(Collected data entries)
»»
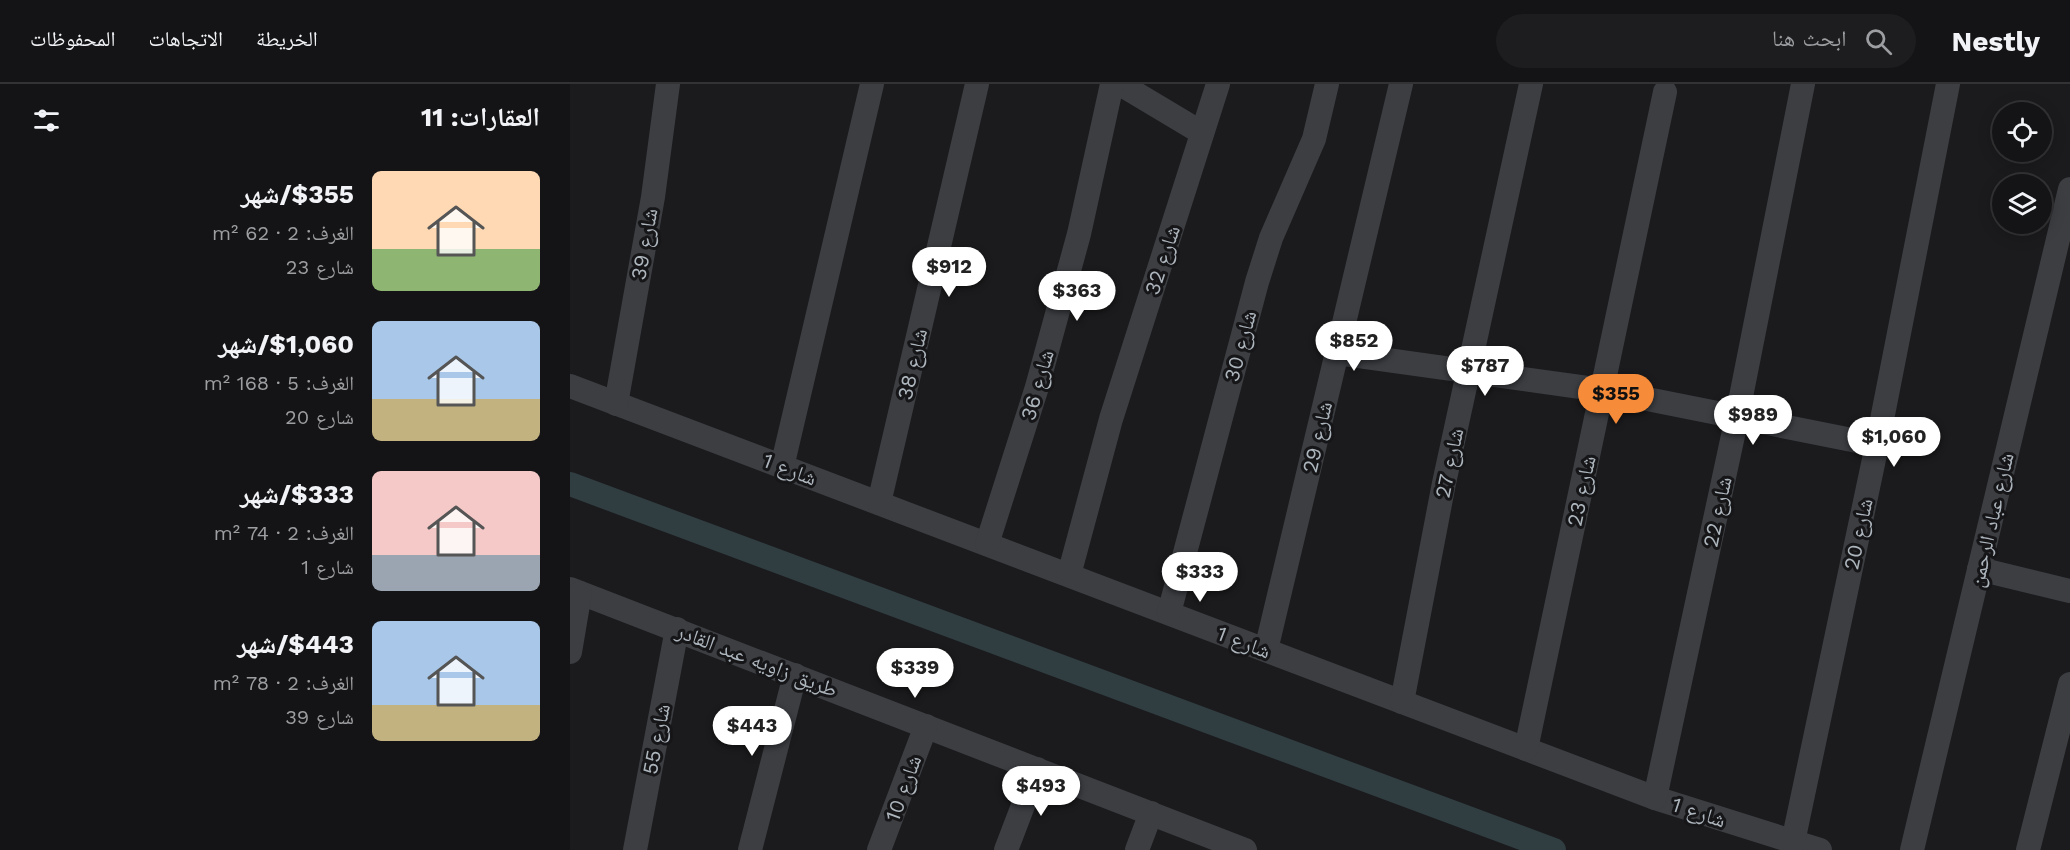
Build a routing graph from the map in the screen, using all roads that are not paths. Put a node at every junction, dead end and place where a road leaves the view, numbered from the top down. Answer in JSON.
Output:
{"nodes":[{"id":1,"x":668,"y":84,"type":"edge"},
{"id":2,"x":872,"y":84,"type":"edge"},
{"id":3,"x":977,"y":84,"type":"edge"},
{"id":4,"x":1112,"y":84,"type":"edge"},
{"id":5,"x":1120,"y":84,"type":"edge"},
{"id":6,"x":1218,"y":84,"type":"edge"},
{"id":7,"x":1327,"y":84,"type":"edge"},
{"id":8,"x":1401,"y":84,"type":"edge"},
{"id":9,"x":1531,"y":84,"type":"edge"},
{"id":10,"x":1803,"y":84,"type":"edge"},
{"id":11,"x":1948,"y":84,"type":"edge"},
{"id":12,"x":1665,"y":92,"type":"dead end"},
{"id":13,"x":1202,"y":133,"type":"junction"},
{"id":14,"x":2070,"y":189,"type":"edge"},
{"id":15,"x":1338,"y":352,"type":"junction"},
{"id":16,"x":1470,"y":371,"type":"junction"},
{"id":17,"x":570,"y":386,"type":"edge"},
{"id":18,"x":1602,"y":390,"type":"junction"},
{"id":19,"x":616,"y":404,"type":"junction"},
{"id":20,"x":1737,"y":417,"type":"junction"},
{"id":21,"x":1877,"y":445,"type":"junction"},
{"id":22,"x":782,"y":467,"type":"junction"},
{"id":23,"x":879,"y":503,"type":"junction"},
{"id":24,"x":987,"y":544,"type":"junction"},
{"id":25,"x":1979,"y":569,"type":"junction"},
{"id":26,"x":1069,"y":575,"type":"junction"},
{"id":27,"x":575,"y":591,"type":"edge"},
{"id":28,"x":2070,"y":591,"type":"edge"},
{"id":29,"x":1169,"y":613,"type":"junction"},
{"id":30,"x":677,"y":629,"type":"junction"},
{"id":31,"x":1266,"y":650,"type":"junction"},
{"id":32,"x":570,"y":652,"type":"edge"},
{"id":33,"x":795,"y":675,"type":"junction"},
{"id":34,"x":2070,"y":684,"type":"edge"},
{"id":35,"x":1402,"y":702,"type":"junction"},
{"id":36,"x":926,"y":726,"type":"junction"},
{"id":37,"x":1526,"y":749,"type":"junction"},
{"id":38,"x":1037,"y":769,"type":"junction"},
{"id":39,"x":1655,"y":798,"type":"junction"},
{"id":40,"x":1151,"y":813,"type":"junction"},
{"id":41,"x":1793,"y":843,"type":"junction"},
{"id":42,"x":635,"y":850,"type":"edge"},
{"id":43,"x":750,"y":850,"type":"edge"},
{"id":44,"x":879,"y":850,"type":"edge"},
{"id":45,"x":1006,"y":850,"type":"edge"},
{"id":46,"x":1137,"y":850,"type":"edge"},
{"id":47,"x":1245,"y":850,"type":"edge"},
{"id":48,"x":1820,"y":850,"type":"edge"},
{"id":49,"x":1912,"y":850,"type":"edge"},
{"id":50,"x":2028,"y":850,"type":"edge"}],
"edges":[{"from":1,"to":19,"type":"street","name":"شارع 39"},
{"from":2,"to":22,"type":"street"},
{"from":3,"to":23,"type":"street","name":"شارع 38"},
{"from":4,"to":24,"type":"street","name":"شارع 36"},
{"from":5,"to":13,"type":"street"},
{"from":6,"to":13,"type":"street","name":"شارع 32"},
{"from":7,"to":29,"type":"street","name":"شارع 30"},
{"from":8,"to":15,"type":"street","name":"شارع 29"},
{"from":9,"to":16,"type":"street","name":"شارع 27"},
{"from":10,"to":20,"type":"street","name":"شارع 22"},
{"from":11,"to":21,"type":"street","name":"شارع 20"},
{"from":12,"to":18,"type":"street","name":"شارع 23"},
{"from":13,"to":26,"type":"street","name":"شارع 32"},
{"from":14,"to":25,"type":"street","name":"شارع عباد الرحمن"},
{"from":15,"to":16,"type":"street"},
{"from":15,"to":31,"type":"street","name":"شارع 29"},
{"from":16,"to":18,"type":"street"},
{"from":16,"to":35,"type":"street","name":"شارع 27"},
{"from":17,"to":19,"type":"street","name":"شارع 1"},
{"from":18,"to":20,"type":"street"},
{"from":18,"to":37,"type":"street","name":"شارع 23"},
{"from":19,"to":22,"type":"street","name":"شارع 1"},
{"from":20,"to":21,"type":"street"},
{"from":20,"to":39,"type":"street","name":"شارع 22"},
{"from":21,"to":41,"type":"street","name":"شارع 20"},
{"from":22,"to":23,"type":"street","name":"شارع 1"},
{"from":23,"to":24,"type":"street","name":"شارع 1"},
{"from":24,"to":26,"type":"street","name":"شارع 1"},
{"from":25,"to":28,"type":"street"},
{"from":25,"to":49,"type":"street","name":"شارع عباد الرحمن"},
{"from":26,"to":29,"type":"street","name":"شارع 1"},
{"from":27,"to":30,"type":"street","name":"طريق زاويه عبد القادر"},
{"from":27,"to":32,"type":"street"},
{"from":29,"to":31,"type":"street","name":"شارع 1"},
{"from":30,"to":33,"type":"street","name":"طريق زاويه عبد القادر"},
{"from":30,"to":42,"type":"street","name":"شارع 55"},
{"from":31,"to":35,"type":"street","name":"شارع 1"},
{"from":33,"to":36,"type":"street","name":"طريق زاويه عبد القادر"},
{"from":33,"to":43,"type":"street"},
{"from":34,"to":50,"type":"street"},
{"from":35,"to":37,"type":"street","name":"شارع 1"},
{"from":36,"to":38,"type":"street","name":"طريق زاويه عبد القادر"},
{"from":36,"to":44,"type":"street","name":"شارع 10"},
{"from":37,"to":39,"type":"street","name":"شارع 1"},
{"from":38,"to":40,"type":"street","name":"طريق زاويه عبد القادر"},
{"from":38,"to":45,"type":"street"},
{"from":39,"to":41,"type":"street","name":"شارع 1"},
{"from":40,"to":46,"type":"street"},
{"from":40,"to":47,"type":"street","name":"طريق زاويه عبد القادر"},
{"from":41,"to":48,"type":"street","name":"شارع 1"}]}
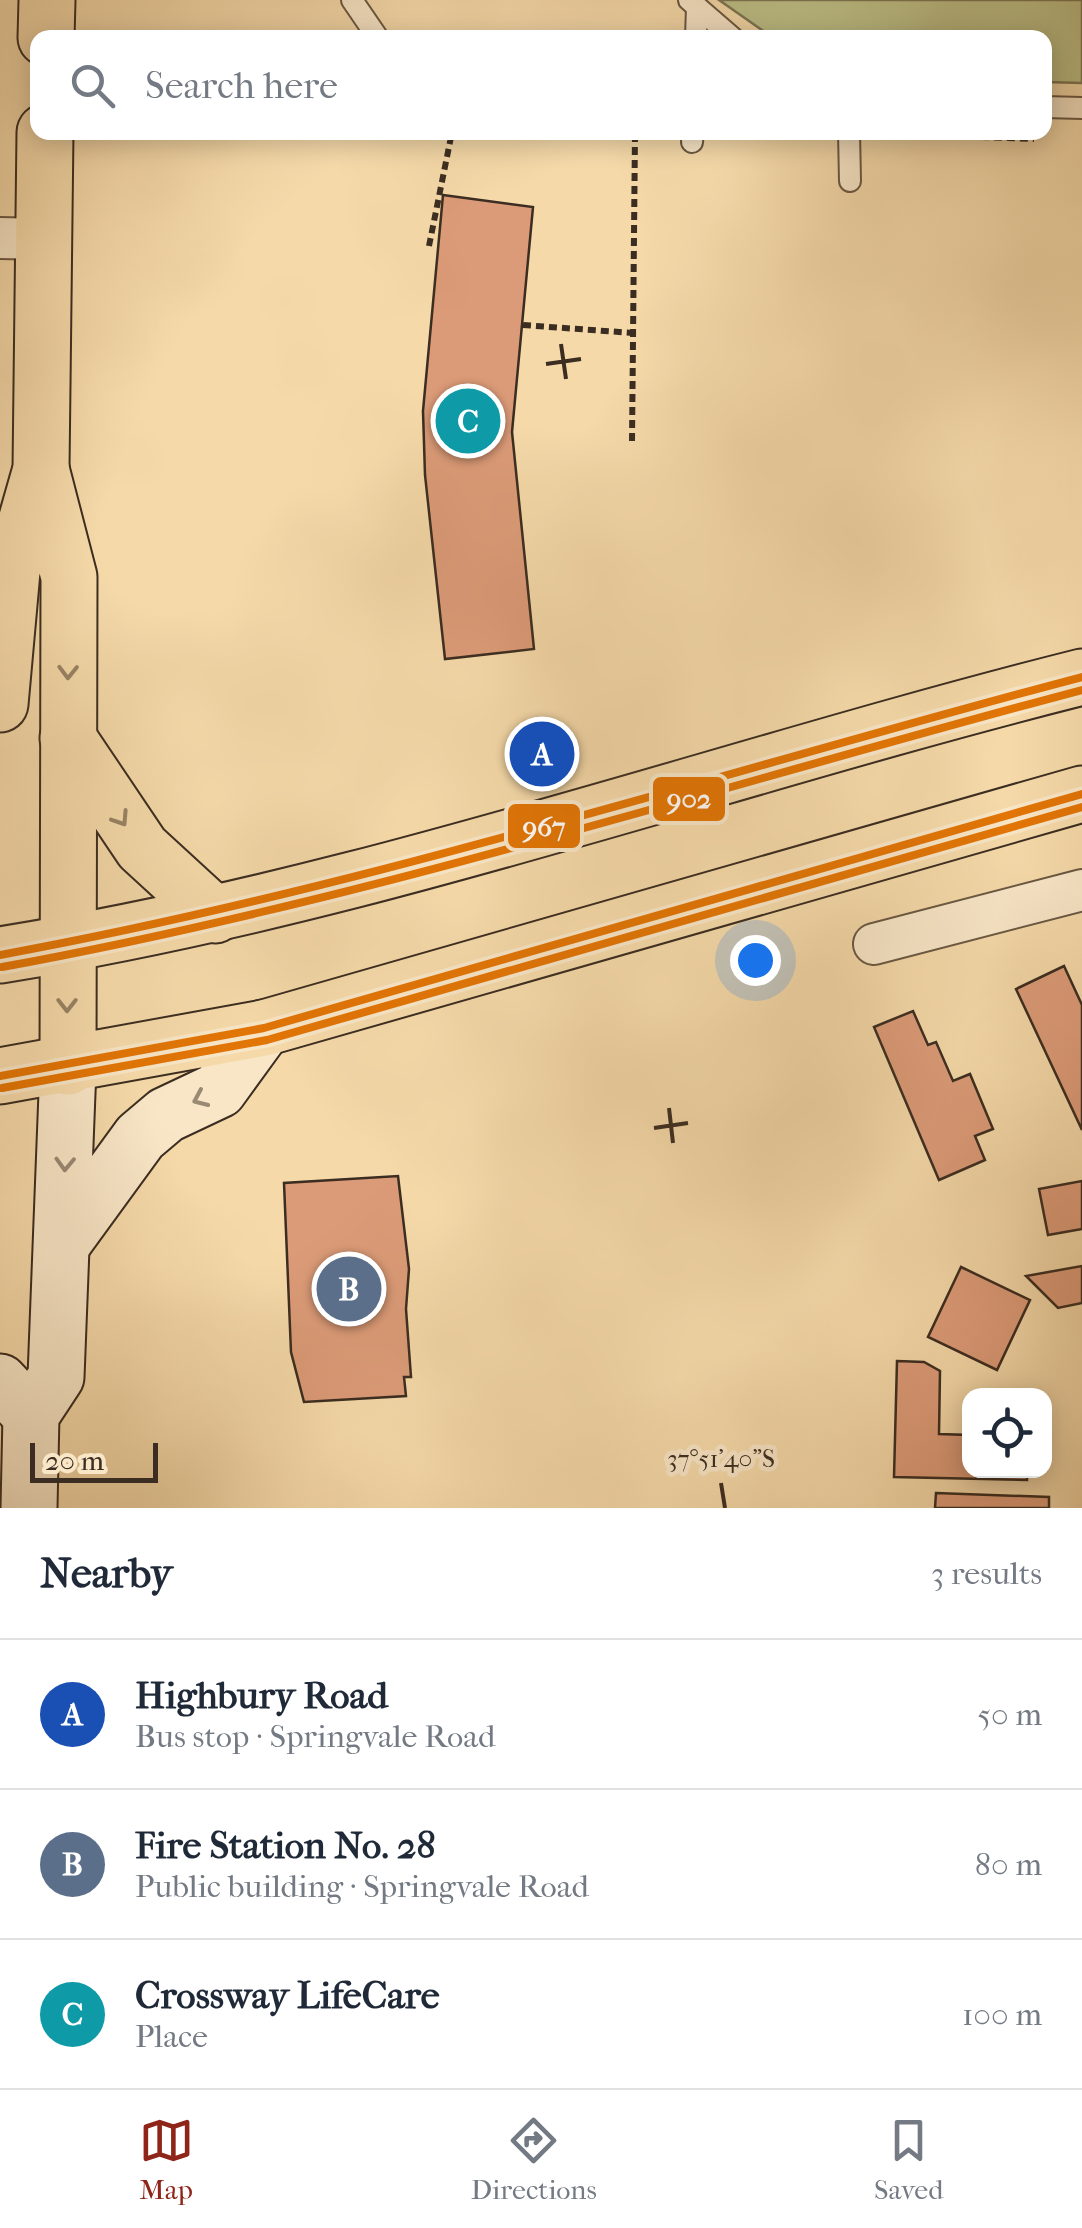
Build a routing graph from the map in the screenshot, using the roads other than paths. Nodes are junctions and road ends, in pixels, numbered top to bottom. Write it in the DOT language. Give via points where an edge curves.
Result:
graph roads {
  1 [pos="46,0"];
  2 [pos="352,0"];
  3 [pos="693,3"];
  4 [pos="46,30"];
  5 [pos="373,30"];
  6 [pos="695,30"];
  7 [pos="725,30"];
  8 [pos="1052,107"];
  9 [pos="1082,108"];
  10 [pos="43,140"];
  11 [pos="850,140"];
  12 [pos="850,182"];
  13 [pos="22,238"];
  14 [pos="41,469"];
  15 [pos="1082,677"];
  16 [pos="0,704"];
  17 [pos="68,738"];
  18 [pos="1082,794"];
  19 [pos="1082,890"];
  20 [pos="215,915"];
  21 [pos="68,944"];
  22 [pos="874,944"];
  23 [pos="0,956"];
  24 [pos="264,1028"];
  25 [pos="68,1066"];
  26 [pos="0,1076"];
  27 [pos="62,1244"];
  28 [pos="16,1399"];
  29 [pos="29,1508"];
  1 -- 4 [label="main road"];
  2 -- 5 [label="lane"];
  3 -- 6 [label="lane"];
  3 -- 7 [label="lane"];
  8 -- 9 [label="lane"];
  10 -- 13 [label="main road"];
  11 -- 12 [label="lane"];
  13 -- 14 [label="main road"];
  14 -- 16 [label="main road" via="12,571"];
  14 -- 17 [label="main road, one-way" via="69,577"];
  15 -- 20 [label="main road"];
  17 -- 20 [label="main road, one-way" via="142,848"];
  17 -- 21 [label="main road"];
  18 -- 24 [label="main road"];
  19 -- 22 [label="street"];
  20 -- 21 [label="main road"];
  21 -- 23 [label="main road"];
  21 -- 25 [label="main road, one-way"];
  24 -- 25 [label="main road"];
  24 -- 27 [label="main road, one-way" via="219,1090 166,1115 140,1137"];
  25 -- 26 [label="main road"];
  25 -- 27 [label="main road, one-way"];
  27 -- 28 [label="main road" via="56,1377"];
  28 -- 29 [label="main road"];
}
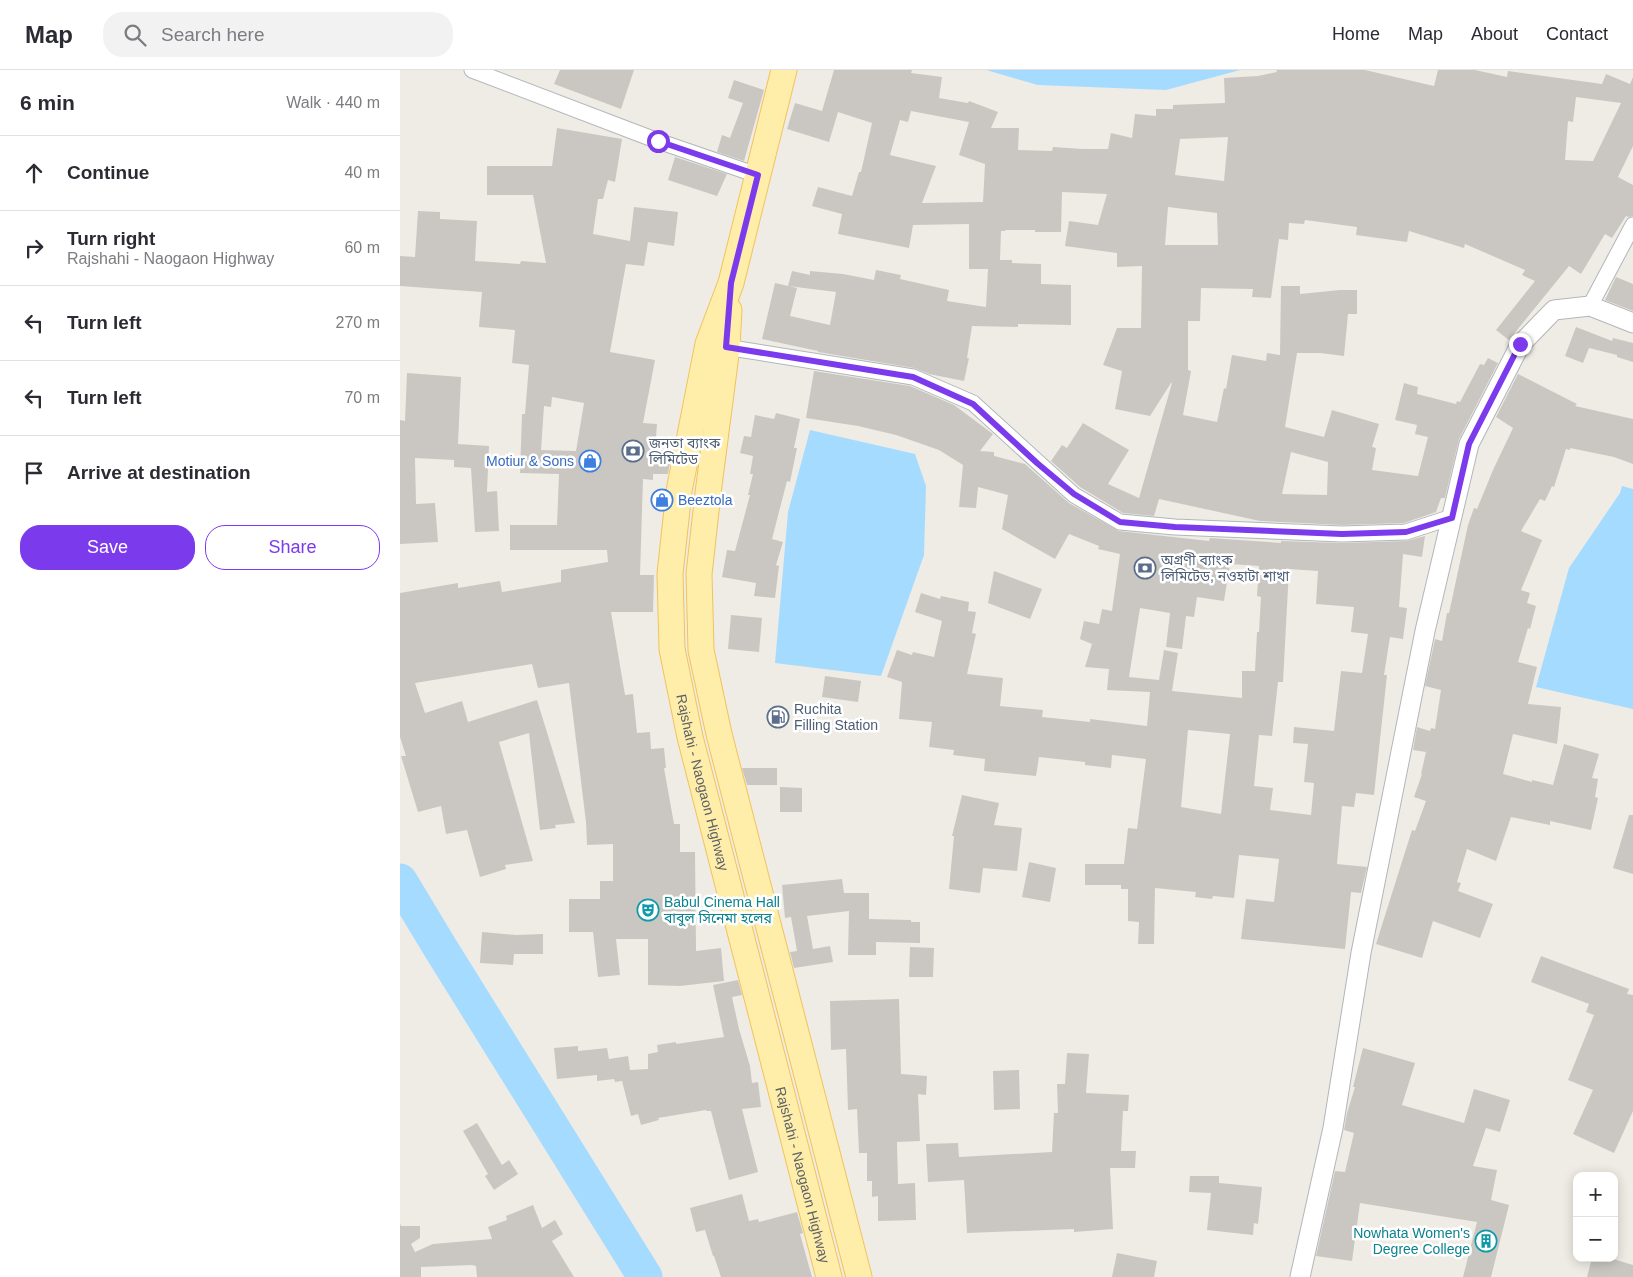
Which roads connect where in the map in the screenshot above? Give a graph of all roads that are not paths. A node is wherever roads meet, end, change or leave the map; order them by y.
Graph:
1 (472, 70) edge
2 (782, 76) edge
3 (758, 175) junction
4 (1633, 225) edge
5 (1590, 306) junction
6 (1633, 323) edge
7 (717, 346) junction
8 (1452, 518) junction
9 (829, 1277) edge
10 (859, 1277) edge
11 (1300, 1277) edge

1 - 3 street
2 - 3 main road, Rajshahi - Naogaon Highway
3 - 7 main road, Rajshahi - Naogaon Highway
4 - 5 street
5 - 6 street
5 - 8 street
7 - 8 street
7 - 9 main road, Rajshahi - Naogaon Highway
7 - 10 main road, Rajshahi - Naogaon Highway
8 - 11 street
««
_Brief_: Search the entries for the string "where". Copy every line that has it.

_Reply_:
Build a routing graph from the map in the screen, using all roads that are not paths. Put a node at every junction, dead end and place where a road leaves the view, numbered from the top down. Answer in JSON.
Build a routing graph from the map in the screenshot, using the roads other than paths. Nodes are junctions and road ends, in pixels, numbered top to bottom. Write it in the DOT language. Give via points where an edge curves.
Which roads connect where in the map in the screenshot above? Give a graph of all roads that are not paths. A node is wherever roads meet, end, change or leave the map; order them by y.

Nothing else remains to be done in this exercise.